• _WHAT YOU HAVE TO DO_: A faithful transcription of all the entries below is needed, without the pictures.

── SUPPLIED RECORDS ──

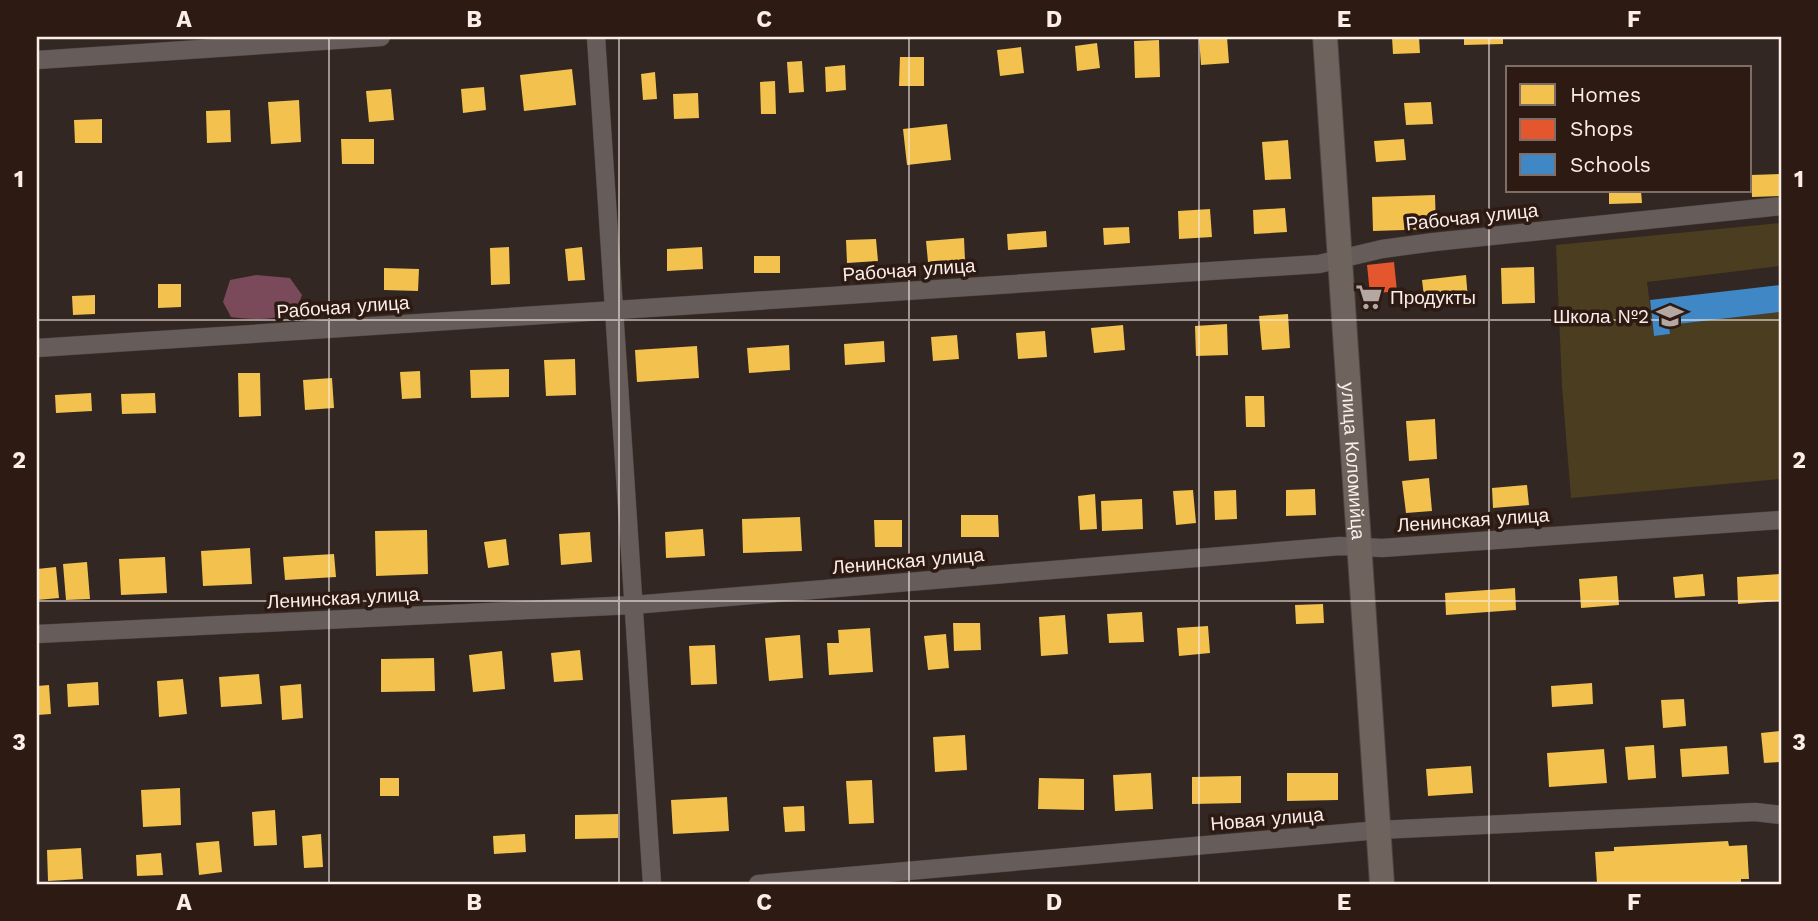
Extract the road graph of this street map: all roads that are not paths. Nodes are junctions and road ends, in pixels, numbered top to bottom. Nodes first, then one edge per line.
1 (381, 37) edge
2 (596, 37) edge
3 (1325, 37) edge
4 (37, 60) edge
5 (1781, 206) edge
6 (1340, 260) junction
7 (616, 310) junction
8 (37, 348) edge
9 (1781, 520) edge
10 (1359, 547) junction
11 (633, 605) junction
12 (37, 634) edge
13 (1781, 816) edge
14 (1379, 830) junction
15 (652, 884) edge
16 (758, 884) edge
17 (1382, 884) edge

1 - 4 street
2 - 7 street
3 - 6 main road, улица Коломийца
5 - 6 street, Рабочая улица
6 - 7 street, Рабочая улица
6 - 10 main road, улица Коломийца
7 - 8 street, Рабочая улица
7 - 11 street
9 - 10 street, Ленинская улица
10 - 11 street, Ленинская улица
10 - 14 main road, улица Коломийца
11 - 12 street, Ленинская улица
11 - 15 street
13 - 14 street, Новая улица
14 - 16 street, Новая улица
14 - 17 main road, улица Коломийца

───

• _ANSWER TO THIS EXERCISE_:
Extract the road graph of this street map: all roads that are not paths. Nodes are junctions and road ends, in pixels, numbered top to bottom. Nodes first, then one edge per line.
1 (381, 37) edge
2 (596, 37) edge
3 (1325, 37) edge
4 (37, 60) edge
5 (1781, 206) edge
6 (1340, 260) junction
7 (616, 310) junction
8 (37, 348) edge
9 (1781, 520) edge
10 (1359, 547) junction
11 (633, 605) junction
12 (37, 634) edge
13 (1781, 816) edge
14 (1379, 830) junction
15 (652, 884) edge
16 (758, 884) edge
17 (1382, 884) edge

1 - 4 street
2 - 7 street
3 - 6 main road, улица Коломийца
5 - 6 street, Рабочая улица
6 - 7 street, Рабочая улица
6 - 10 main road, улица Коломийца
7 - 8 street, Рабочая улица
7 - 11 street
9 - 10 street, Ленинская улица
10 - 11 street, Ленинская улица
10 - 14 main road, улица Коломийца
11 - 12 street, Ленинская улица
11 - 15 street
13 - 14 street, Новая улица
14 - 16 street, Новая улица
14 - 17 main road, улица Коломийца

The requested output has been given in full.